■ Directions for this task ■
Reading the records below, how many lines contain "paths"? Respond with a number and nothing else.

■ Data to process ■

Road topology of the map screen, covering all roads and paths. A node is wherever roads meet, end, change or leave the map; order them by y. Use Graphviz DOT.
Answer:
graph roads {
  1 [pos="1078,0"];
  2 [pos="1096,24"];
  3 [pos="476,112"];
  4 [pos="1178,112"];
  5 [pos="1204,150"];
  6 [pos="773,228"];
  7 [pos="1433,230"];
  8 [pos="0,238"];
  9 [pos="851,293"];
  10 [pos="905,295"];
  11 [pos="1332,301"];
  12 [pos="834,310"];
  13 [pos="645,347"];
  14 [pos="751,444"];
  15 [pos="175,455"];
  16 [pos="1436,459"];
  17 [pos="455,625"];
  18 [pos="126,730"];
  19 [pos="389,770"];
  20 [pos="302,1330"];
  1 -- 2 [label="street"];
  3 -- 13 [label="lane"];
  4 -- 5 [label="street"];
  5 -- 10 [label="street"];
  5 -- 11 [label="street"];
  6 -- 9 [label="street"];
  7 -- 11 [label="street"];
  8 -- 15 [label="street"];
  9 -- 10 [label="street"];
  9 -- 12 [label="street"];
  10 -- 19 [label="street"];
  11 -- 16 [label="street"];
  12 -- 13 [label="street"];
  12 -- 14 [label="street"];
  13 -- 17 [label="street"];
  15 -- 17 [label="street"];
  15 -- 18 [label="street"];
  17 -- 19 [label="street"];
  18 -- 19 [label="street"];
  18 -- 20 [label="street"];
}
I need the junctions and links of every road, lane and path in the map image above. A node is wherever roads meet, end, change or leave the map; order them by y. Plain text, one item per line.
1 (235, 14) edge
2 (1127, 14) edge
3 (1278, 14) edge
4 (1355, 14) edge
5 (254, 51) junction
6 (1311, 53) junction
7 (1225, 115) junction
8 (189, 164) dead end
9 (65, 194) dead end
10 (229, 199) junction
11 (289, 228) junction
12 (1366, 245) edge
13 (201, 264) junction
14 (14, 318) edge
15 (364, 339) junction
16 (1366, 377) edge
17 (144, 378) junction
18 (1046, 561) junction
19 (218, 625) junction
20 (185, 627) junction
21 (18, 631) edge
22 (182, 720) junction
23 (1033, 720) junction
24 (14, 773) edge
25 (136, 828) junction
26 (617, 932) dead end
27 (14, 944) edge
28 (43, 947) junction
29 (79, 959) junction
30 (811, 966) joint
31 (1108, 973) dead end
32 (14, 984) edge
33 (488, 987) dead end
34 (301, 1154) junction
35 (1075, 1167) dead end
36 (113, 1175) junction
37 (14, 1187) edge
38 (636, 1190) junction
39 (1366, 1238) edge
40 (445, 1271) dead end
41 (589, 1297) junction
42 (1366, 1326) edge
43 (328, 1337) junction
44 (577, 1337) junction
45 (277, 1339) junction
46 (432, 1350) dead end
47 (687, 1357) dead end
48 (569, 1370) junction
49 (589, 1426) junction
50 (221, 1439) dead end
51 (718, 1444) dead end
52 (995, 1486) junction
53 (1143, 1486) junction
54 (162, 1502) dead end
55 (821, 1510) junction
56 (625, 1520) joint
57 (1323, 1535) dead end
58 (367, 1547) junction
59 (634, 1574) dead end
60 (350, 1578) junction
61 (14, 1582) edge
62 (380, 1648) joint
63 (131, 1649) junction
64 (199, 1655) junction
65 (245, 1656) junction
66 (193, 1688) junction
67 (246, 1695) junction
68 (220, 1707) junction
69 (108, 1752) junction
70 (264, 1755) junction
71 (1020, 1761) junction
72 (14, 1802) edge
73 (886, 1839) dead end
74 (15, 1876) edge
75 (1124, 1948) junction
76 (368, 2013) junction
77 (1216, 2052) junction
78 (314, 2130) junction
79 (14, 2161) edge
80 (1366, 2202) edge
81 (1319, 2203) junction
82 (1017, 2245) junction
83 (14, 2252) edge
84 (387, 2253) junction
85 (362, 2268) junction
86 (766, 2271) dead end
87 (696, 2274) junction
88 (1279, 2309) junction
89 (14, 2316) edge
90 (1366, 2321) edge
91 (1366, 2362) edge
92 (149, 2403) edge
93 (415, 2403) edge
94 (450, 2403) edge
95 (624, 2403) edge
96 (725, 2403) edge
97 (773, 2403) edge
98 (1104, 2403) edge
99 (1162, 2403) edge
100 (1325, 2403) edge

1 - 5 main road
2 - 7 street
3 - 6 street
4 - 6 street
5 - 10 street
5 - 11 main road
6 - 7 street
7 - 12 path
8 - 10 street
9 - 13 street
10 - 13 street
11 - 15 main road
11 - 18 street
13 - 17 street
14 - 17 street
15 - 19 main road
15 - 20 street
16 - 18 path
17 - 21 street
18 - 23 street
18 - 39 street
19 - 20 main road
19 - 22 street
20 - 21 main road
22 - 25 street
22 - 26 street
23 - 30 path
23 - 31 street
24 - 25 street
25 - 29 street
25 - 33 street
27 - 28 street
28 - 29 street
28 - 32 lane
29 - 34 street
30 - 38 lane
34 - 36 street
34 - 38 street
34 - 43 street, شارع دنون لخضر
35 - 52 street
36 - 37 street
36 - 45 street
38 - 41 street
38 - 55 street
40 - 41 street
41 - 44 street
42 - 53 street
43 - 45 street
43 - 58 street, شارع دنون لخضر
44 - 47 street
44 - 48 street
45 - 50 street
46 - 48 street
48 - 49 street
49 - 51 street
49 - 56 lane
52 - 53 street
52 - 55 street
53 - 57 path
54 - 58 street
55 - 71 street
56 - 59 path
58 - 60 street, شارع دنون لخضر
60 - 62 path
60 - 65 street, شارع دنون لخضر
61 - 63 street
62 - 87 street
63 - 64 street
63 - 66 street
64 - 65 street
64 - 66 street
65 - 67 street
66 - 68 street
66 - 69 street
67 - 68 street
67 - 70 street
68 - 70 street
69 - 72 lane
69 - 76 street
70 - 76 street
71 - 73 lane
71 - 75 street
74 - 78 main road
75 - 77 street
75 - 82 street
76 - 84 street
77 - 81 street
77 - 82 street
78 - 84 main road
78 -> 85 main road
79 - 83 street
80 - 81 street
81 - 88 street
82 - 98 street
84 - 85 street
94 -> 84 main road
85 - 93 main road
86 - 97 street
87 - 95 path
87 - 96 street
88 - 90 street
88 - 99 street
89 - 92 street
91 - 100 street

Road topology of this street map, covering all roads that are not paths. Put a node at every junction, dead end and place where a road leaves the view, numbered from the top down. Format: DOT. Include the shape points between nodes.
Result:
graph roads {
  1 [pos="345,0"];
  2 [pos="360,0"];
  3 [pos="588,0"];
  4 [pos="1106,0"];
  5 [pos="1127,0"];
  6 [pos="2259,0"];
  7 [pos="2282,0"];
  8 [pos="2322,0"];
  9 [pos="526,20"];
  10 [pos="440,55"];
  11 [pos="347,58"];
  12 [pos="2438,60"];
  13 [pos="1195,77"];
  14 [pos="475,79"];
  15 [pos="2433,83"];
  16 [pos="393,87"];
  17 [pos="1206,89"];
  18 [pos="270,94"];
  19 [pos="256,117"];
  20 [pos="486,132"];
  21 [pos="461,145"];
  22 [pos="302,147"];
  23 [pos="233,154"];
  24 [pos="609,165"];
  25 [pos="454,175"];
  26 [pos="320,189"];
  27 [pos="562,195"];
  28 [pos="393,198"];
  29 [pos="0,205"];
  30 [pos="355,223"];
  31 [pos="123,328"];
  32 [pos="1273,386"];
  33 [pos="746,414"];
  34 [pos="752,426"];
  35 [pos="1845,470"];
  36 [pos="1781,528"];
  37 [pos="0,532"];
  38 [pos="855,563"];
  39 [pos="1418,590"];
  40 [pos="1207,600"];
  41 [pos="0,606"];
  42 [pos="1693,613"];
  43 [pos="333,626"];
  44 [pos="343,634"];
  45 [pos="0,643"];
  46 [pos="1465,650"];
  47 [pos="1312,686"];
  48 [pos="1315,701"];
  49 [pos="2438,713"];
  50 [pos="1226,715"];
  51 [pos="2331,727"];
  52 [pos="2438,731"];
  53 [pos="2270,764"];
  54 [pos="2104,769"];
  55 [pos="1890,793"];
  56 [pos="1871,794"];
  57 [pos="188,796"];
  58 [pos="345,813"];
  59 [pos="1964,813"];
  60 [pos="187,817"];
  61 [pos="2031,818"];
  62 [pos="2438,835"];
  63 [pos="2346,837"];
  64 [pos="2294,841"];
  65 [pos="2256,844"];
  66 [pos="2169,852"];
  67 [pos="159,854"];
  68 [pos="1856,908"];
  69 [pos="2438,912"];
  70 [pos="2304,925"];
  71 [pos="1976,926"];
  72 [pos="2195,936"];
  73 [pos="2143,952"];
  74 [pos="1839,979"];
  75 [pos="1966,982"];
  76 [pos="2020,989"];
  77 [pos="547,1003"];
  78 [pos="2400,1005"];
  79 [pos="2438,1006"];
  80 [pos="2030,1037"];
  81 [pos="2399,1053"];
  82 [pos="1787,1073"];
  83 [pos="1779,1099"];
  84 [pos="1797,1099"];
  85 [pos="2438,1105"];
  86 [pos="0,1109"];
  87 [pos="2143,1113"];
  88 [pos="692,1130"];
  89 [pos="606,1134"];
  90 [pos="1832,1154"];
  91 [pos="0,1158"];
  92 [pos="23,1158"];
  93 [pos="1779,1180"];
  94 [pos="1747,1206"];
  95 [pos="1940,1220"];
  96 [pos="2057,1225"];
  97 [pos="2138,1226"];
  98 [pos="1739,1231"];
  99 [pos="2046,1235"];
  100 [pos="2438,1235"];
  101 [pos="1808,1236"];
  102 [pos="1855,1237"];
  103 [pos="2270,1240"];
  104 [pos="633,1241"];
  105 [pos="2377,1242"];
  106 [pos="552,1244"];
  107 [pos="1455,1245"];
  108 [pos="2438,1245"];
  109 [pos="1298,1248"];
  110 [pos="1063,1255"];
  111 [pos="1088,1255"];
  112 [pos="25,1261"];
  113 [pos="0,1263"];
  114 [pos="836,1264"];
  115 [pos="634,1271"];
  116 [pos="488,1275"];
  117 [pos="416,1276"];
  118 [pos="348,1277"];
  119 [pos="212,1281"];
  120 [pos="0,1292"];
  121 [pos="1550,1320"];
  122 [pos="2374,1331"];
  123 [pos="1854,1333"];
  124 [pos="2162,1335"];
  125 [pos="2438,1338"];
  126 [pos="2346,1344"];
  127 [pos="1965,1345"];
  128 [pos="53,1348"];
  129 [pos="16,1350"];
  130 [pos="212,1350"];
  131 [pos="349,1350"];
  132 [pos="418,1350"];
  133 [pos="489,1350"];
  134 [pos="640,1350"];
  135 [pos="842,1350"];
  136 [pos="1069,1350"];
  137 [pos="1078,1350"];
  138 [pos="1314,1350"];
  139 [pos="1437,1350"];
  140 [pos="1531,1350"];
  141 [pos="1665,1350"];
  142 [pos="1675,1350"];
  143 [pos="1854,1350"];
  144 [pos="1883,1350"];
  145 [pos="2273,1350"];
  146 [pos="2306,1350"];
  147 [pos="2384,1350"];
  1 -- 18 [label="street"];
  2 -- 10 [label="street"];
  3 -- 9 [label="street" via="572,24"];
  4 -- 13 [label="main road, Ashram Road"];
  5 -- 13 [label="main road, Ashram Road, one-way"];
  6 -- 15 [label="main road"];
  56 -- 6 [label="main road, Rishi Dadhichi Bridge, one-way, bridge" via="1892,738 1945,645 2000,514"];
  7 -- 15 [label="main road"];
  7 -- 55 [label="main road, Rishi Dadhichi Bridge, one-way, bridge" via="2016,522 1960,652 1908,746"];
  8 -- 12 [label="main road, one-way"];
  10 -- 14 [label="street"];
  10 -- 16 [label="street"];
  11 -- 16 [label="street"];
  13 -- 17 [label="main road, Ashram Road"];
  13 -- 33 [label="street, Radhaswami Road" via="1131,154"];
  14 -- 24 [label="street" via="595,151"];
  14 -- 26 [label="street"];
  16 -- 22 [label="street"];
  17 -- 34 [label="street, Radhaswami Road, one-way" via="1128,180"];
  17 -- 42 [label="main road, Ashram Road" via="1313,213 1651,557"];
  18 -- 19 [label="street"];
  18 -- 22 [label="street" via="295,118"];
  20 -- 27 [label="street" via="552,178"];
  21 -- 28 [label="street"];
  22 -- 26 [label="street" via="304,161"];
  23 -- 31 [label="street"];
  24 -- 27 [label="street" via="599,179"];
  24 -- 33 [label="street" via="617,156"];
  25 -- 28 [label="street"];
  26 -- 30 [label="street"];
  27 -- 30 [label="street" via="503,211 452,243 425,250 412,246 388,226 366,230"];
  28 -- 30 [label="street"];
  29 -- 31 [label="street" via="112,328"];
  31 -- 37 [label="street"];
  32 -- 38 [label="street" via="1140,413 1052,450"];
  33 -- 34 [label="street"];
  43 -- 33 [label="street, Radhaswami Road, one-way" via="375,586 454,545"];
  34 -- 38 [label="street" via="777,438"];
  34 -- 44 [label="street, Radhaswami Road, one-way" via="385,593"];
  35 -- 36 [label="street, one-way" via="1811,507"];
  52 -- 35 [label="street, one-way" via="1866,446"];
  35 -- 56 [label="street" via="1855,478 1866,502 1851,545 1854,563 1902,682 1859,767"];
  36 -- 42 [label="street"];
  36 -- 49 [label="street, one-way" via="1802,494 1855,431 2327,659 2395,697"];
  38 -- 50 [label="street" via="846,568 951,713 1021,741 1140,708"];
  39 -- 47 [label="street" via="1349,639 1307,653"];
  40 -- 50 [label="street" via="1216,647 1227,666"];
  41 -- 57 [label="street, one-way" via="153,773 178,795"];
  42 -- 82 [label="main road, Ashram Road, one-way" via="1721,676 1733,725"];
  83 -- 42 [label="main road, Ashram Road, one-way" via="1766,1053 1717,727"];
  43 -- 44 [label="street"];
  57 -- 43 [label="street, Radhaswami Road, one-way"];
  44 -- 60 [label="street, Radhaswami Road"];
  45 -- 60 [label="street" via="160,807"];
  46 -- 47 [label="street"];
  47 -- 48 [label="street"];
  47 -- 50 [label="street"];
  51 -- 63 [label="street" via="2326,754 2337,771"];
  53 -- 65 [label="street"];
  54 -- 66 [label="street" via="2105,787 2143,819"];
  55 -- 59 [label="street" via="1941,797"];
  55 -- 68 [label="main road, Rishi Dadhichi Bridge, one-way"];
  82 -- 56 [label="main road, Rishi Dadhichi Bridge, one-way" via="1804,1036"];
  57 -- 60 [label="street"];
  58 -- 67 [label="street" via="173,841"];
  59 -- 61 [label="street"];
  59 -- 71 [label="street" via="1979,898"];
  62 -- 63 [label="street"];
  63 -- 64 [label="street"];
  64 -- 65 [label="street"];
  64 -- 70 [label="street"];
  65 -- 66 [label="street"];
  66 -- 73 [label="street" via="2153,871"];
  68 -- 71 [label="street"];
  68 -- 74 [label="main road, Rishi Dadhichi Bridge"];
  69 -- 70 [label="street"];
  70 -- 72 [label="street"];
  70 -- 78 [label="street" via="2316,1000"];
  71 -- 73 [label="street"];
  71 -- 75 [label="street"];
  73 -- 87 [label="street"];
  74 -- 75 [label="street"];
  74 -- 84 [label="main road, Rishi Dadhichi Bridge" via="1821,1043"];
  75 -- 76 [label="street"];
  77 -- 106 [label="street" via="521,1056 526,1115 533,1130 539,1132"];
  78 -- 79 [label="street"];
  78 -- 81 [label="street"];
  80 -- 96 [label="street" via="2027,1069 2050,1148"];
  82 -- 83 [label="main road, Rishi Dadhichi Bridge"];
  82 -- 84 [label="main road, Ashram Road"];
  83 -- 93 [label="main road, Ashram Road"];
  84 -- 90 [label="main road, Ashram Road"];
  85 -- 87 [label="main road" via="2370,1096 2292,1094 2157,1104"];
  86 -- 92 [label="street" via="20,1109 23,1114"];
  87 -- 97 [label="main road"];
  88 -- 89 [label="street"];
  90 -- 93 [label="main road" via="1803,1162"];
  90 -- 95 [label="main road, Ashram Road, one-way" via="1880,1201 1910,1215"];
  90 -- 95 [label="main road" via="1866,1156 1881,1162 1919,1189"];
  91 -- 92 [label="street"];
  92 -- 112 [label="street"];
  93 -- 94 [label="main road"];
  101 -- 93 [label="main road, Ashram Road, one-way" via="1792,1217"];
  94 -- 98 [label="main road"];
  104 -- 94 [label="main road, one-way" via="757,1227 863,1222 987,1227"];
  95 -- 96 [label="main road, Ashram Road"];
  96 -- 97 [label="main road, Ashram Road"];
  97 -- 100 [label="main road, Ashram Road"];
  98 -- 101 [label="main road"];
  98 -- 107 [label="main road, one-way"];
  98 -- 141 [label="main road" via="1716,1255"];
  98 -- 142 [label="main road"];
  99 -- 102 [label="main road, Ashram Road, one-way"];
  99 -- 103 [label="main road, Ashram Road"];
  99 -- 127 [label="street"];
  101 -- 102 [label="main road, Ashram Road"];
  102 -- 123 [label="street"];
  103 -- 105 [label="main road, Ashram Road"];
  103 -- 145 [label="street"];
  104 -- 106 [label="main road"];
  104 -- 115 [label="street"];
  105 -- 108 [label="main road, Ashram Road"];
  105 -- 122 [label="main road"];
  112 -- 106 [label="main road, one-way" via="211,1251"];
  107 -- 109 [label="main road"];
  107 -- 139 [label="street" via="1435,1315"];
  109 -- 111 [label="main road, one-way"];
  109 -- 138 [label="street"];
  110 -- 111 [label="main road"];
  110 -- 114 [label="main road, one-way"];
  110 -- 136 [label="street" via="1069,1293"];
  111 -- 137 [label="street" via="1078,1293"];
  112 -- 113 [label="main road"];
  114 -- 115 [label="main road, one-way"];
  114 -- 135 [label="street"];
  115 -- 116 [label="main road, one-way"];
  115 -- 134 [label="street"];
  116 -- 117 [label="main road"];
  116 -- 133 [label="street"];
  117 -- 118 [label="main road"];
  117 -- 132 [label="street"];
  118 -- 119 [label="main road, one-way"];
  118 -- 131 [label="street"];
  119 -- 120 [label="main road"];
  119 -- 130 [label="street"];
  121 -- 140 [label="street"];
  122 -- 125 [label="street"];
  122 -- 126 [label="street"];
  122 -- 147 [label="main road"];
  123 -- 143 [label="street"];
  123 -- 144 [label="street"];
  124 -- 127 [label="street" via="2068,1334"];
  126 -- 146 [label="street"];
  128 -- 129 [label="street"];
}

■ Answer below ■
2